═════ Data to use

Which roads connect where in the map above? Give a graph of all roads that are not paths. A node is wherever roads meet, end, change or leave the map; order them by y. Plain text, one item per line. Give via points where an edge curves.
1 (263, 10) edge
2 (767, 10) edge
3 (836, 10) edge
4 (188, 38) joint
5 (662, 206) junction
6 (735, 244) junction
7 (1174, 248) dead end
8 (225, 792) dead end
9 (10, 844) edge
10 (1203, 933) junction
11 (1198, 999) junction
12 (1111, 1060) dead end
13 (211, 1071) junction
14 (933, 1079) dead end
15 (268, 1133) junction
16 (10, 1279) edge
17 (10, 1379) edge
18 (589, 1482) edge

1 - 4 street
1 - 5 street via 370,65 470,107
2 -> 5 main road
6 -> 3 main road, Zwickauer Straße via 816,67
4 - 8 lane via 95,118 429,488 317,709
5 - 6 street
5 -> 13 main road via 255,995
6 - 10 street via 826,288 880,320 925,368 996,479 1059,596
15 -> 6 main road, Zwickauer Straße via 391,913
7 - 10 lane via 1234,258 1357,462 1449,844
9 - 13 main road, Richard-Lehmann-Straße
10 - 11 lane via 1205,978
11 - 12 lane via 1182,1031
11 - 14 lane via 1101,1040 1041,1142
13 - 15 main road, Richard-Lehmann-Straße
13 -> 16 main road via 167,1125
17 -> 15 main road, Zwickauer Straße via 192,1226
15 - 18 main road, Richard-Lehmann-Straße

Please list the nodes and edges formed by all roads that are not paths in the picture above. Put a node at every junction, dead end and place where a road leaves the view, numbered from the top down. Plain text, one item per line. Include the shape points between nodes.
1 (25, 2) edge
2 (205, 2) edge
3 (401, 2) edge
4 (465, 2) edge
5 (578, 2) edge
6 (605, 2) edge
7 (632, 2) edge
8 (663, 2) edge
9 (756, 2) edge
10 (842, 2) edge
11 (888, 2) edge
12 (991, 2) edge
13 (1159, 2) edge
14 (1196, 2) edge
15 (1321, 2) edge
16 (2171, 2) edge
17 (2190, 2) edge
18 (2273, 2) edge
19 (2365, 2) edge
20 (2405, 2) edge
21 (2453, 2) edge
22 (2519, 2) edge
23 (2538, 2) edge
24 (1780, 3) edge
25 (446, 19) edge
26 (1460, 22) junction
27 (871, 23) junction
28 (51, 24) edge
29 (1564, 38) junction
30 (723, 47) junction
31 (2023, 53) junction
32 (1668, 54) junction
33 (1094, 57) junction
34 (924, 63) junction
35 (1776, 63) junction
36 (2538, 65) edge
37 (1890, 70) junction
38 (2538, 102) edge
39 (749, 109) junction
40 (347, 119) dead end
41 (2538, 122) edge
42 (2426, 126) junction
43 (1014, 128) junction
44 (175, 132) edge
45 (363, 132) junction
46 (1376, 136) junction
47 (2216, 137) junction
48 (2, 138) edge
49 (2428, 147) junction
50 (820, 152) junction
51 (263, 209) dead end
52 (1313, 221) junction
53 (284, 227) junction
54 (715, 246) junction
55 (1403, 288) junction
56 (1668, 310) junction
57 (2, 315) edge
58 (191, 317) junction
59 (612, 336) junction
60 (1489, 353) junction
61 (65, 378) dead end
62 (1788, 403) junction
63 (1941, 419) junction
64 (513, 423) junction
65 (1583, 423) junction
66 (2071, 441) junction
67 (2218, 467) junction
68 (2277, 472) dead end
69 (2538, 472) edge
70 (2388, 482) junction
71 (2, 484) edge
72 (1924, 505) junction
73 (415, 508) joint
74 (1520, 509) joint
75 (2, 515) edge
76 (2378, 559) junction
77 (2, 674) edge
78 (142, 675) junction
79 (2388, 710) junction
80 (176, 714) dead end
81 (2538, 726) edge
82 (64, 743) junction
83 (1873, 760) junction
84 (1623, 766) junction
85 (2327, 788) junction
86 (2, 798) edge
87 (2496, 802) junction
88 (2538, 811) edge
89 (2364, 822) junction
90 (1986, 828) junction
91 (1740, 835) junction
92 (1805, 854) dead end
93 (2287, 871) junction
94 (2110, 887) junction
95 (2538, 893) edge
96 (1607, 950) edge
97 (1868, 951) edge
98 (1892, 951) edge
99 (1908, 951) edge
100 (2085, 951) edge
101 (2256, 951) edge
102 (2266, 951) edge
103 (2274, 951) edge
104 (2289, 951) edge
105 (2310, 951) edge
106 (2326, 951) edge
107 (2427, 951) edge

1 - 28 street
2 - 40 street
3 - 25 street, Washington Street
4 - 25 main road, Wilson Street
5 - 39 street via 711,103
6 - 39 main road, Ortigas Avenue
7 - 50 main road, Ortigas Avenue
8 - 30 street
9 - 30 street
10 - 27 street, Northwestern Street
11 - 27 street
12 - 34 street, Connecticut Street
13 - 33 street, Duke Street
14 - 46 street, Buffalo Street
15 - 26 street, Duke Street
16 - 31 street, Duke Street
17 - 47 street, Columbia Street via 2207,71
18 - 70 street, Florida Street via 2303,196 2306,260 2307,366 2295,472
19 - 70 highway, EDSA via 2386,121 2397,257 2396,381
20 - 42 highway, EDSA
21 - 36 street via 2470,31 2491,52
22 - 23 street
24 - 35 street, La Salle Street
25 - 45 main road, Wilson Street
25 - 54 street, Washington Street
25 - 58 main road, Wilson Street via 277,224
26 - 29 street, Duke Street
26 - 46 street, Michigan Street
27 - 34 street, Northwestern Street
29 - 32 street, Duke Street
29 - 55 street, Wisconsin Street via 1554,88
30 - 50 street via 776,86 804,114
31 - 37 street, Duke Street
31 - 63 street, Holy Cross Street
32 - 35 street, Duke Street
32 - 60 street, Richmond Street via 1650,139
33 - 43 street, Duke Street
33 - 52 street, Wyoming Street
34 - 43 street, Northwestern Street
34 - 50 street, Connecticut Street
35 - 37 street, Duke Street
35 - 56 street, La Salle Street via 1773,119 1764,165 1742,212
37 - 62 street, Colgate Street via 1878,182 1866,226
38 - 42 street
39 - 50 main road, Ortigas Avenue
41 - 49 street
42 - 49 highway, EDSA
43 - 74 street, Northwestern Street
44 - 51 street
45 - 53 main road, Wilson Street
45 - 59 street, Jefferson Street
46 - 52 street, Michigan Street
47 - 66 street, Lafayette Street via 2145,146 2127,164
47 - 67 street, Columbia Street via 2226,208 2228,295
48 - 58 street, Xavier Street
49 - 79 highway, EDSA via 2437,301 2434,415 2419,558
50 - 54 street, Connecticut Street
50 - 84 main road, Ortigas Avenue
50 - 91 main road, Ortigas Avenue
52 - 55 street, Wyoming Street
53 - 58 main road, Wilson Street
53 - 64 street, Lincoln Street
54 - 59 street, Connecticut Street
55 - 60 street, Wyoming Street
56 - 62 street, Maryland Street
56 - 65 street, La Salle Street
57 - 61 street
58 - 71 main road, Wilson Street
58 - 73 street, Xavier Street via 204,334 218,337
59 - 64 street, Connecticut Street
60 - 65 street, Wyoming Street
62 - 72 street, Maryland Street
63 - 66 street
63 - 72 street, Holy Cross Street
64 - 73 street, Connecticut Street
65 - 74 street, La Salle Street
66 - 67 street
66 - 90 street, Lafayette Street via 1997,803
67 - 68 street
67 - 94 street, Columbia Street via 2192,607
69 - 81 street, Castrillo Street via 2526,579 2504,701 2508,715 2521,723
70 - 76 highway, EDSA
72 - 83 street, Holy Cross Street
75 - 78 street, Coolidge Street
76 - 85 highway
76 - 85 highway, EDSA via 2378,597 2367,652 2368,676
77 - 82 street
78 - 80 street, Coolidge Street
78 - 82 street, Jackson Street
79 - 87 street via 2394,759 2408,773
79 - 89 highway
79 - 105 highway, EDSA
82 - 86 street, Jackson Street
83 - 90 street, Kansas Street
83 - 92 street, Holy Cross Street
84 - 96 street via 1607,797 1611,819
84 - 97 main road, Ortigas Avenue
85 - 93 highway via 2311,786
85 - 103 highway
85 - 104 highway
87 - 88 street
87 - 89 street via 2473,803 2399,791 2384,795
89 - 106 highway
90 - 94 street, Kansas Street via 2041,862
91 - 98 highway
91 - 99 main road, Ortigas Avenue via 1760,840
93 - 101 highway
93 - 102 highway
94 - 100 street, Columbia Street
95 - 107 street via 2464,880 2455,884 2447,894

══════════

-- What to do --
Return, from the material above, each line holding the string "Maryland".

-- Problem solution --
56 - 62 street, Maryland Street
62 - 72 street, Maryland Street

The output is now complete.